--- DATASET EXCERPTS ---

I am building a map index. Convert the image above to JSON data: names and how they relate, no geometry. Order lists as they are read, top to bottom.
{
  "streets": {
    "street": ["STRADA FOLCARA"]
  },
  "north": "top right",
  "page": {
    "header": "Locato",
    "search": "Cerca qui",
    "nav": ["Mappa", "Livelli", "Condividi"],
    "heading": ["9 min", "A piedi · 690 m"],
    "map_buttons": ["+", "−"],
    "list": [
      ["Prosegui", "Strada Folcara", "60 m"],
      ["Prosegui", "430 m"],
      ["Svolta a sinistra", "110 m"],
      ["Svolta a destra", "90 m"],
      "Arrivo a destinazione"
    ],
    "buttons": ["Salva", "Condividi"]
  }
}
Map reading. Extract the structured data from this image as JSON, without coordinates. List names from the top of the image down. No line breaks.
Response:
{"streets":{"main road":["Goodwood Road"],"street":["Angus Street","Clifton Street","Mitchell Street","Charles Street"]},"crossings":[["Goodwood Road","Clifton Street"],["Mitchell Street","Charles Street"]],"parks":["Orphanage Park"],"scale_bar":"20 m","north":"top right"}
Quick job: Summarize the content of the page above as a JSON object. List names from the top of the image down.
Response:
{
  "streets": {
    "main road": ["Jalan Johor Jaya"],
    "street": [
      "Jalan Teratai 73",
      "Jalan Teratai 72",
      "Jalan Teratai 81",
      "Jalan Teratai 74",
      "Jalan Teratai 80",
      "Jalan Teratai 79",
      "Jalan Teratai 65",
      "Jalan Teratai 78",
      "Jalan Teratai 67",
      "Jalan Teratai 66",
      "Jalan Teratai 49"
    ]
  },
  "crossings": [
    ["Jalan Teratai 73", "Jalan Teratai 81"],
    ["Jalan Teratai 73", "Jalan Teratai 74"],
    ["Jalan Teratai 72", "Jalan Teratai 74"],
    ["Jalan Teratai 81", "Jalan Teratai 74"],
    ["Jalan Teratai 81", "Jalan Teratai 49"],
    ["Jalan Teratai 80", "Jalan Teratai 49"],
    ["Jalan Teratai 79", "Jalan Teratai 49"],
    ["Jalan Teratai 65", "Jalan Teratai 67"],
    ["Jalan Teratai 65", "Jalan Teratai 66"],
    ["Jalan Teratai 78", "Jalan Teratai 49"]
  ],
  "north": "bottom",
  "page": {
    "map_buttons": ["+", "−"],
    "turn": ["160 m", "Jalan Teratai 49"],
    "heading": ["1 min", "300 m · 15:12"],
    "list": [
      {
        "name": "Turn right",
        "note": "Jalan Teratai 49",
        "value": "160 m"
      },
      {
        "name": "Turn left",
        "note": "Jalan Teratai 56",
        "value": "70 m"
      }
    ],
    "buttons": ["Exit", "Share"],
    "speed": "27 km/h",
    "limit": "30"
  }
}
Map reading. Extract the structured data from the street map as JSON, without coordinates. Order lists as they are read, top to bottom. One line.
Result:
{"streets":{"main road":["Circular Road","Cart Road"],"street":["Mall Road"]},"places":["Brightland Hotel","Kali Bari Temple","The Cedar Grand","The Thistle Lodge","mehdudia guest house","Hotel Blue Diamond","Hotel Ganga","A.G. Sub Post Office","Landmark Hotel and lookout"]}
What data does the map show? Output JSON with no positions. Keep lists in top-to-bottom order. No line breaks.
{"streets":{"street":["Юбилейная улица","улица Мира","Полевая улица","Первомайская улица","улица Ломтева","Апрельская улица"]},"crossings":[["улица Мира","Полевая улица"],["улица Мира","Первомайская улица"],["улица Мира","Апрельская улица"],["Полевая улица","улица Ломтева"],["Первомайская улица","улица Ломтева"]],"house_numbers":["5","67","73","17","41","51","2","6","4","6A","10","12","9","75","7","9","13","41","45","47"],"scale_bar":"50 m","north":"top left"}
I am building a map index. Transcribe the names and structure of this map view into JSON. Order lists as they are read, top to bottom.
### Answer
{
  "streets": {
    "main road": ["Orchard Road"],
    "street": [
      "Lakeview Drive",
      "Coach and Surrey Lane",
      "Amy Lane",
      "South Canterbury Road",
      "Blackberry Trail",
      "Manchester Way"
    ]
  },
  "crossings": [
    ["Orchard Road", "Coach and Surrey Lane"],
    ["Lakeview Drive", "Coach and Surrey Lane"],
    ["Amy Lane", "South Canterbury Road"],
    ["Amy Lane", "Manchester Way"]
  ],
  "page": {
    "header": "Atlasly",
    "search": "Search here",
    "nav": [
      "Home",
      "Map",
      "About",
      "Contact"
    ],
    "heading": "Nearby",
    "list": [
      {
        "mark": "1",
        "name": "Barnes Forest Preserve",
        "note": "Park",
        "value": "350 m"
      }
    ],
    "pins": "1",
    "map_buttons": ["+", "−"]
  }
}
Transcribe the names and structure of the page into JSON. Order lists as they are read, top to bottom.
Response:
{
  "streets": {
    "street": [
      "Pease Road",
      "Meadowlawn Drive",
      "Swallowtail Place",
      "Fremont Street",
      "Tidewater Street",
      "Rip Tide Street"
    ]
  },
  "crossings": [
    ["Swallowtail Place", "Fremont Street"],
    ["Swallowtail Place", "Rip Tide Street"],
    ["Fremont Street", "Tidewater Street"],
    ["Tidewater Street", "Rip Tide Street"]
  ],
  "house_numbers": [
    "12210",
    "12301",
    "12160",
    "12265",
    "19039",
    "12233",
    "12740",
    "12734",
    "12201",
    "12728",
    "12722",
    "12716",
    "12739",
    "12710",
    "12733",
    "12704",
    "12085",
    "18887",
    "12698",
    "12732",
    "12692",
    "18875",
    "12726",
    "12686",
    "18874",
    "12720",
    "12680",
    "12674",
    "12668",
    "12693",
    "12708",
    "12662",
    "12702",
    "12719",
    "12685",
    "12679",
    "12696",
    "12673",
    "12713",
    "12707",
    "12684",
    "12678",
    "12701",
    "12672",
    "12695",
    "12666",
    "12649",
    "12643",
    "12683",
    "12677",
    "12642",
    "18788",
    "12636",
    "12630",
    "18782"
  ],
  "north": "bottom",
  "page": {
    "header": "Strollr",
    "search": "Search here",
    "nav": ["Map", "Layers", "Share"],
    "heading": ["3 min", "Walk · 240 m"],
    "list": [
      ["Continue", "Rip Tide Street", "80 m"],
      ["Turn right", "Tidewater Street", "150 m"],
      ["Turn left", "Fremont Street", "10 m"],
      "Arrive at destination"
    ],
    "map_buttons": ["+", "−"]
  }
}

---

> [TASK STATEMENT]
Please copy each line of the material that contains the word "structured".

> [TASK SOLUTION]
Map reading. Extract the structured data from this image as JSON, without coordinates. List names from the top of the image down. No line breaks.
Map reading. Extract the structured data from the street map as JSON, without coordinates. Order lists as they are read, top to bottom. One line.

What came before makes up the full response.